I think if we find that improvement of X leads to improvement on Y, then that’s some evidence, but it doesn’t establish that it’s differential. If we find that improvement on X also leads to progress on thing Z that is highly indicative of general capabilities, then that’s evidence against. If we find that it mainly affects Y but not other things Z, then that’s reasonable evidence it’s differential. For example, so far, transparency hasn’t affected general capabilities, so I read that as evidence of differential technological progress. As another example, I think trojan defense research differentially improves our understanding our trojans; I don’t see it making models better at coding or gaining new general instrumental skills.
I think commonsense is too unreliable of a guide when thinking about deep learning; deep learning findings are phenomena are often unintelligible even in hindsight (I still don’t understand why some of my research papers’ methods work). That’s why I’d prefer empirical evidence. Empirical research claiming to differentially improve safety should demonstrate a differential safety improvement empirically.

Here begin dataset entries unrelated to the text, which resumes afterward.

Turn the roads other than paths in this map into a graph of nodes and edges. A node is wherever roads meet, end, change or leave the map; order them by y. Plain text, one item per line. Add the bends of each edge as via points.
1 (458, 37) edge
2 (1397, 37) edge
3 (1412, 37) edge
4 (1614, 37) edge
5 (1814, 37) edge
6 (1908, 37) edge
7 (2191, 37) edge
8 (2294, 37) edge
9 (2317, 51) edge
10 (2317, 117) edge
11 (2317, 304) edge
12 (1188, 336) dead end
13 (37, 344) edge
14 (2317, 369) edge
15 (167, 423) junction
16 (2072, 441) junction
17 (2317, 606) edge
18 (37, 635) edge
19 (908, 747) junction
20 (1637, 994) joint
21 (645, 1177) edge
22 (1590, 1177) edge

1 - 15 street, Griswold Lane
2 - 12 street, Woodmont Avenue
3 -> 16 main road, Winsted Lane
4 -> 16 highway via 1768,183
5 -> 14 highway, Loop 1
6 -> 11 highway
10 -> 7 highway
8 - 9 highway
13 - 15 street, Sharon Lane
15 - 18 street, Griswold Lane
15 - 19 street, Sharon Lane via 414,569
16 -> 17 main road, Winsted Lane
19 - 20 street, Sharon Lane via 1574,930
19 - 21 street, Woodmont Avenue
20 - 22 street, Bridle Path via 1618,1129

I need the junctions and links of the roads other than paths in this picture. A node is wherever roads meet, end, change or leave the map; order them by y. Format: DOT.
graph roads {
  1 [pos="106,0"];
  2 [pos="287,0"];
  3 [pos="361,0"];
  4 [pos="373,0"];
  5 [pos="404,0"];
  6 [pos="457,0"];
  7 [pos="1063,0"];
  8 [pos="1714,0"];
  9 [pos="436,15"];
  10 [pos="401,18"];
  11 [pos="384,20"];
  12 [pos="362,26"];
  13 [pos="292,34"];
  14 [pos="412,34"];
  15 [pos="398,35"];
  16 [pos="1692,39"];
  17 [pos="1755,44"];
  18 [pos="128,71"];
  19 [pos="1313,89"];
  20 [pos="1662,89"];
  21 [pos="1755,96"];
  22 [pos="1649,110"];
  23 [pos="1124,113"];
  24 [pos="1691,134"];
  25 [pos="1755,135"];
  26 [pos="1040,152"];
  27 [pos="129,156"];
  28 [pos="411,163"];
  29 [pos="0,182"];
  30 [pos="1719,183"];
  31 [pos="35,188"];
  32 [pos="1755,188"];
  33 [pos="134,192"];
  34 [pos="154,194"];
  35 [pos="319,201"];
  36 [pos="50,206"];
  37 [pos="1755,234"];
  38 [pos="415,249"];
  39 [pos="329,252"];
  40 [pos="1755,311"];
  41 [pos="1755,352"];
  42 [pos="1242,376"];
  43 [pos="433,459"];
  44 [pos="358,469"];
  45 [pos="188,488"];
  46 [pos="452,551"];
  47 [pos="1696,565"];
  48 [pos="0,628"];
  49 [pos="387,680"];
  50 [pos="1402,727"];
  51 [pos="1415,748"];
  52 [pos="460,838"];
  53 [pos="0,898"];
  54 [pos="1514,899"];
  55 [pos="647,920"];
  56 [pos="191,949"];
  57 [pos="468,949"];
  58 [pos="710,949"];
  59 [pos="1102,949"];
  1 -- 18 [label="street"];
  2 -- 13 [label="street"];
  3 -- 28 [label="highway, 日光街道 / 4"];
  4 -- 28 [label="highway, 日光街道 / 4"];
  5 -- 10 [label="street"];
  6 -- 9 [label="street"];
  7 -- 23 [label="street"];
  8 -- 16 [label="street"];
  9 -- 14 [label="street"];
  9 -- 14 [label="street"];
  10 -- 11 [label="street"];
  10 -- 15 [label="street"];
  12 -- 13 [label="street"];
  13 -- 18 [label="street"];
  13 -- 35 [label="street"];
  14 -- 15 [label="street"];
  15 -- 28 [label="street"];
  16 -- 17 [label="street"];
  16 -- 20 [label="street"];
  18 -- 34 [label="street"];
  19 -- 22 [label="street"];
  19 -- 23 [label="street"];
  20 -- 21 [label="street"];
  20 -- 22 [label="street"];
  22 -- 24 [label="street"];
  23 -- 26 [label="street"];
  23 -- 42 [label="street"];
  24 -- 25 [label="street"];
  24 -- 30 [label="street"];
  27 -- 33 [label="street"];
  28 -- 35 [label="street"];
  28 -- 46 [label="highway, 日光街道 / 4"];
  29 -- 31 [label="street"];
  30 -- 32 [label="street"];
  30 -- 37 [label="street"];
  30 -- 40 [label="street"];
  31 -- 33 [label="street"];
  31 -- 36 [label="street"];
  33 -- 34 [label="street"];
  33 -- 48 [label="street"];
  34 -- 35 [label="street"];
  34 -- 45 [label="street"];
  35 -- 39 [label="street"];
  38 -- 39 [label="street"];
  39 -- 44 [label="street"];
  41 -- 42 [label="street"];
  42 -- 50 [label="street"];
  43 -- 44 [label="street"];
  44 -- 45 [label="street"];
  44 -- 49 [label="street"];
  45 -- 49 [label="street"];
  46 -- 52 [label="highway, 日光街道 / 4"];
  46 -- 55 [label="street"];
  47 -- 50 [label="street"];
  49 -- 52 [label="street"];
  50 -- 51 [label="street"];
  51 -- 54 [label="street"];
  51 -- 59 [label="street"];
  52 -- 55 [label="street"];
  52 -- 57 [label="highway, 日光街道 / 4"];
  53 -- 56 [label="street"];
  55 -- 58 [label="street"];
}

In my understanding, there was another important difference in Redwood’s project from the standard adversarial robustness literature: they were looking to eliminate only ‘competent’ failures (ie cases where the model probably ‘knows’ what the correct classification is), and would have counted it a success if there were still failures if the failure was due to a lack of competence on the model’s part (e.g. ‘his mitochondria were liberated’ → implies harm but only if you know enough biology)
I think in practice in their exact project this didn’t end up being a super clear conceptual line, but at the start it was plausible to me that only focusing on competent failures made the task feasible even if the general case is impossible.
Thanks for the comment Dan. I agree that the adversarially mined examples literature is the right reference class, of which the two that you mention (Meta’s Dynabench and ANLI) were the main examples (maybe the only examples? I forget) while we were working on this project.
I’ll note that Meta’s Dynabench sentiment model (the only model of theirs that I interacted with) seemed substantially less robust than Redwood’s classifier (e.g. I was able to defeat it manually in about 10 minutes of messing around, whereas I needed the tools we made to defeat the Redwood model).
I think the adversarial mining thing was hot in 2019. IIRC, Hellaswag and others did it; I’d venture maybe 100 papers did it before RR, but I still think it was underexplored at the time and I’m happy RR investigated it.